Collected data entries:
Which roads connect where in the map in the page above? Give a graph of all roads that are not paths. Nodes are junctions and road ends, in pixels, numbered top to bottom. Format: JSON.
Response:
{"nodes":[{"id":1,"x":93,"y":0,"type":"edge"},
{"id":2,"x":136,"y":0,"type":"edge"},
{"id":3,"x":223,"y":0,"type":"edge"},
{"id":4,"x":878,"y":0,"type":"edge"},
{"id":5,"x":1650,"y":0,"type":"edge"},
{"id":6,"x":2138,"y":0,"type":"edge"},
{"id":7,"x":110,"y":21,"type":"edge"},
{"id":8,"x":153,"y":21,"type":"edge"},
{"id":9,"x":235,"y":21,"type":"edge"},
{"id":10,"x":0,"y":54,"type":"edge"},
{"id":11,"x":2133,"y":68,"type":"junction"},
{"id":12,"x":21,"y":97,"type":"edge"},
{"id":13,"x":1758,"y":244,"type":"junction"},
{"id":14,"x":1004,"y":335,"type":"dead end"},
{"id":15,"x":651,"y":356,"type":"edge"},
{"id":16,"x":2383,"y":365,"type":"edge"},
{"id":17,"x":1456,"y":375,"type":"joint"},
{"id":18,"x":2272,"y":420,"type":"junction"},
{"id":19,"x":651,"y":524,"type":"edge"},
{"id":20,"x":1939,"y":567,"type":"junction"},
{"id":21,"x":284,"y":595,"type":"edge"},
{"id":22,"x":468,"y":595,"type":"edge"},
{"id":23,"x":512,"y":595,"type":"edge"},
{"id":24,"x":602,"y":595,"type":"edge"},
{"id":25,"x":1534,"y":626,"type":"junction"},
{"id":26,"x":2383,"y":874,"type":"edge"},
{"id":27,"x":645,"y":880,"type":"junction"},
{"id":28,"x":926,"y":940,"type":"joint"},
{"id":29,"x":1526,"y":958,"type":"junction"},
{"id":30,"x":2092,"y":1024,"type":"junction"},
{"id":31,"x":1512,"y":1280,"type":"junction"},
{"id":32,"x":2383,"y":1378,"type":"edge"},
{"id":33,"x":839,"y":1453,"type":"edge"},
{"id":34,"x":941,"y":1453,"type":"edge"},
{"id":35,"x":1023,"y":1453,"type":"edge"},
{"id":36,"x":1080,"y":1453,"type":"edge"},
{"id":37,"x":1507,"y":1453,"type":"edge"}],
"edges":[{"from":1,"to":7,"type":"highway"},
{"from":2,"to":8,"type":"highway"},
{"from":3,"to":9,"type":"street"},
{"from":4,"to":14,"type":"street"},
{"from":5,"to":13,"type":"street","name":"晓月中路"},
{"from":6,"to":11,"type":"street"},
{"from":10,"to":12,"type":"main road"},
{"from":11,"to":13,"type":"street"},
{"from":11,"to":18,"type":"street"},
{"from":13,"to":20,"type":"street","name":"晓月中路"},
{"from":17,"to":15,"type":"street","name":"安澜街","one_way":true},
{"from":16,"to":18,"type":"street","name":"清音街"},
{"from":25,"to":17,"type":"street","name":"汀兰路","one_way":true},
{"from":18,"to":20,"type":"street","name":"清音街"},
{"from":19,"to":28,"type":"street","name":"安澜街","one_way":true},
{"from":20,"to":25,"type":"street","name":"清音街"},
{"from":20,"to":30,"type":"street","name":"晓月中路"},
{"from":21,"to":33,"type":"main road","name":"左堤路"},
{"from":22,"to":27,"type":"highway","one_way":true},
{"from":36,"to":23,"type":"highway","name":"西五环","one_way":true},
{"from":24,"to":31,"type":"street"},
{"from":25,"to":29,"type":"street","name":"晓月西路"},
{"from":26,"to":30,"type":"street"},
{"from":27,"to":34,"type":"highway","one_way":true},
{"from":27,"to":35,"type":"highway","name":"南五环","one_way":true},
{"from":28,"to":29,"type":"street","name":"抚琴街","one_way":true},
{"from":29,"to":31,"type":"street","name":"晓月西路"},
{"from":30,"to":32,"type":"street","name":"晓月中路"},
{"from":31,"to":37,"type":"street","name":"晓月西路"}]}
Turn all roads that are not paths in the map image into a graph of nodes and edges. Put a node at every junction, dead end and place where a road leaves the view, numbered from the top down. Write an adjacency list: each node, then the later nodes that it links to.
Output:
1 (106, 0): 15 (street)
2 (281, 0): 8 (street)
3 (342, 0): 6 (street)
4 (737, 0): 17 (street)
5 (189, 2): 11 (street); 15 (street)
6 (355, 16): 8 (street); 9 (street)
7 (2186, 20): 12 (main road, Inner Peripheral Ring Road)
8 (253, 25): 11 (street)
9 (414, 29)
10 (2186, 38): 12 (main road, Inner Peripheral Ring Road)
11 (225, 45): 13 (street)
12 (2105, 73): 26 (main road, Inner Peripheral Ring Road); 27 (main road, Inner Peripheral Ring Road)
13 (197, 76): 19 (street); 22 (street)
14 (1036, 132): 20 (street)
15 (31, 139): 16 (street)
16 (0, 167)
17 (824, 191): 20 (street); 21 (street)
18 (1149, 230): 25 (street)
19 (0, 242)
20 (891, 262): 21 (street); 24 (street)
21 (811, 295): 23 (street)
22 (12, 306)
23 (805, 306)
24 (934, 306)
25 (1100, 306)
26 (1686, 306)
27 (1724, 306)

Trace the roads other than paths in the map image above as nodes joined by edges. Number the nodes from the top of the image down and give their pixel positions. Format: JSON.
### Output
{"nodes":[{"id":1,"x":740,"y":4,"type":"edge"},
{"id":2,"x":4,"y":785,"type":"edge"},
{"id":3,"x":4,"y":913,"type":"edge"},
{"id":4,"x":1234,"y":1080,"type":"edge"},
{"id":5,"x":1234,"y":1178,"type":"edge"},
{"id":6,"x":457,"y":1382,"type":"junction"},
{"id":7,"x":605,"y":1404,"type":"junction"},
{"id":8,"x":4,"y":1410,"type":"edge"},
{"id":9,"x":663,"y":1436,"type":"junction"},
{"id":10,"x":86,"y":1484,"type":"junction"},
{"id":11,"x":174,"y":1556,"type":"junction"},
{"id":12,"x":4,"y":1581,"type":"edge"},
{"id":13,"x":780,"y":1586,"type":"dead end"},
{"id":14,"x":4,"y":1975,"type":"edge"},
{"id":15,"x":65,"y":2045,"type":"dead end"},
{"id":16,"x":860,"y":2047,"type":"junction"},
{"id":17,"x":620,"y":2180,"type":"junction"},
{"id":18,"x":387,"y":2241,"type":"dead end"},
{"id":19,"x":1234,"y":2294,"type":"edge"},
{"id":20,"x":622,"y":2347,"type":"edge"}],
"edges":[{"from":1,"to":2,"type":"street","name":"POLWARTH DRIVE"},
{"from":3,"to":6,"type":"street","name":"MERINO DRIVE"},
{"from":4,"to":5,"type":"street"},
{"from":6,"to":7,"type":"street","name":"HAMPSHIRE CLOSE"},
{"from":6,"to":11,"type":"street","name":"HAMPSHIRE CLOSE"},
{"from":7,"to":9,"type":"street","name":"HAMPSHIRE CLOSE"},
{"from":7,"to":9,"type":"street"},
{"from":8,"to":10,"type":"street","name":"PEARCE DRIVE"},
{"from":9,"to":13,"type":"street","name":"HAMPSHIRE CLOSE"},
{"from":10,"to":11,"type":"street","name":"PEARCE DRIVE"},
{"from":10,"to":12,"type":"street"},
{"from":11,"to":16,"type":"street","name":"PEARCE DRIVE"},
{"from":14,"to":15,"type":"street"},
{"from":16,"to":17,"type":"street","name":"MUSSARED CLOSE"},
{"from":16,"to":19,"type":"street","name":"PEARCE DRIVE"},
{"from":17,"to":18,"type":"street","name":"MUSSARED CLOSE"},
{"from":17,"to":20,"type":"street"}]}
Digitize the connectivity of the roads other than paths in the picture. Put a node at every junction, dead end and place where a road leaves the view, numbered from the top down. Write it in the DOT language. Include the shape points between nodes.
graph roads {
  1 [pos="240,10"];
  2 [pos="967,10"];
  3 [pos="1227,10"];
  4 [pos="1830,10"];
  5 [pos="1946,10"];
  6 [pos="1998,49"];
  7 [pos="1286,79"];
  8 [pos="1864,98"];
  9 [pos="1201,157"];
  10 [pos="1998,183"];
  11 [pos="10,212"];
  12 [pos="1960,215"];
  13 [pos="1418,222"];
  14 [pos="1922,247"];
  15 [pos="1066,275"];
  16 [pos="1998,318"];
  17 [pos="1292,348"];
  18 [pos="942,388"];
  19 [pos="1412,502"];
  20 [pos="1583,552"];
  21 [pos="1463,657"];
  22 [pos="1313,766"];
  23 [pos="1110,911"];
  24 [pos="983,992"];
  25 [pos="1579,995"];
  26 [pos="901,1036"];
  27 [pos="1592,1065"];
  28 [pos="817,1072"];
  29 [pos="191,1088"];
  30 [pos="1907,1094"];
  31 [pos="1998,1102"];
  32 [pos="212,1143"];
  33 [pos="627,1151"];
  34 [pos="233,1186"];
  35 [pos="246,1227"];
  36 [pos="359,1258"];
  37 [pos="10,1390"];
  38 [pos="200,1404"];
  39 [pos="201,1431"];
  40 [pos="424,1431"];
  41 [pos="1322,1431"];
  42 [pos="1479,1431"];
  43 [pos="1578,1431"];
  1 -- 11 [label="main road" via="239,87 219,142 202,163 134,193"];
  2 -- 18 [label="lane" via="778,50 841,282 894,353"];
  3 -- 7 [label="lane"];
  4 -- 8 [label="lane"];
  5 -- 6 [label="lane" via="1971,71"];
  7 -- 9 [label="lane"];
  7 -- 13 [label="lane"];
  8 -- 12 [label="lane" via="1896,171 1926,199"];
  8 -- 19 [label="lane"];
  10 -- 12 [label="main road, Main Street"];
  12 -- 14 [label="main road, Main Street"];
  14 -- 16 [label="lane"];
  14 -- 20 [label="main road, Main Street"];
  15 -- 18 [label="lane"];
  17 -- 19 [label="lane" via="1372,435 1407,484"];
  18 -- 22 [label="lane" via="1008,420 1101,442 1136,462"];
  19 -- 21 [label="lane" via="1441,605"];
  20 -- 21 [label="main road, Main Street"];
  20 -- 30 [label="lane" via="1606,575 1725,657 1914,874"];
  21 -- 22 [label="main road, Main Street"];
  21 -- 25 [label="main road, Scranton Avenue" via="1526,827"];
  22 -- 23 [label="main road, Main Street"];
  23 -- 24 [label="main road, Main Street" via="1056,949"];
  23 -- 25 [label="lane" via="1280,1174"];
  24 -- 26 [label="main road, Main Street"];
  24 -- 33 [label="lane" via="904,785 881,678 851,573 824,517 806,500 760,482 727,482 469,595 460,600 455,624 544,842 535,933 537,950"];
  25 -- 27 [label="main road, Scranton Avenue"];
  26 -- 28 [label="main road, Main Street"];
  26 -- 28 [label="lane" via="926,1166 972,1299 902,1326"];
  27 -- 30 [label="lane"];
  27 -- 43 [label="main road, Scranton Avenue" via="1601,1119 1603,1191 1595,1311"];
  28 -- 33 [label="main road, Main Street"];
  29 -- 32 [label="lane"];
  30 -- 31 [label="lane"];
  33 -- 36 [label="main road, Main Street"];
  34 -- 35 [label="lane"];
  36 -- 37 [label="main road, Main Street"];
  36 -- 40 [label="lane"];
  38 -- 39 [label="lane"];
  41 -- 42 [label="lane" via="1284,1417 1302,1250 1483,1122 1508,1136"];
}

Work to complete.
If a line in the entries above contains the word "DRIVE", copy it.

Exercise output.
"edges":[{"from":1,"to":2,"type":"street","name":"POLWARTH DRIVE"},
{"from":3,"to":6,"type":"street","name":"MERINO DRIVE"},
{"from":8,"to":10,"type":"street","name":"PEARCE DRIVE"},
{"from":10,"to":11,"type":"street","name":"PEARCE DRIVE"},
{"from":11,"to":16,"type":"street","name":"PEARCE DRIVE"},
{"from":16,"to":19,"type":"street","name":"PEARCE DRIVE"},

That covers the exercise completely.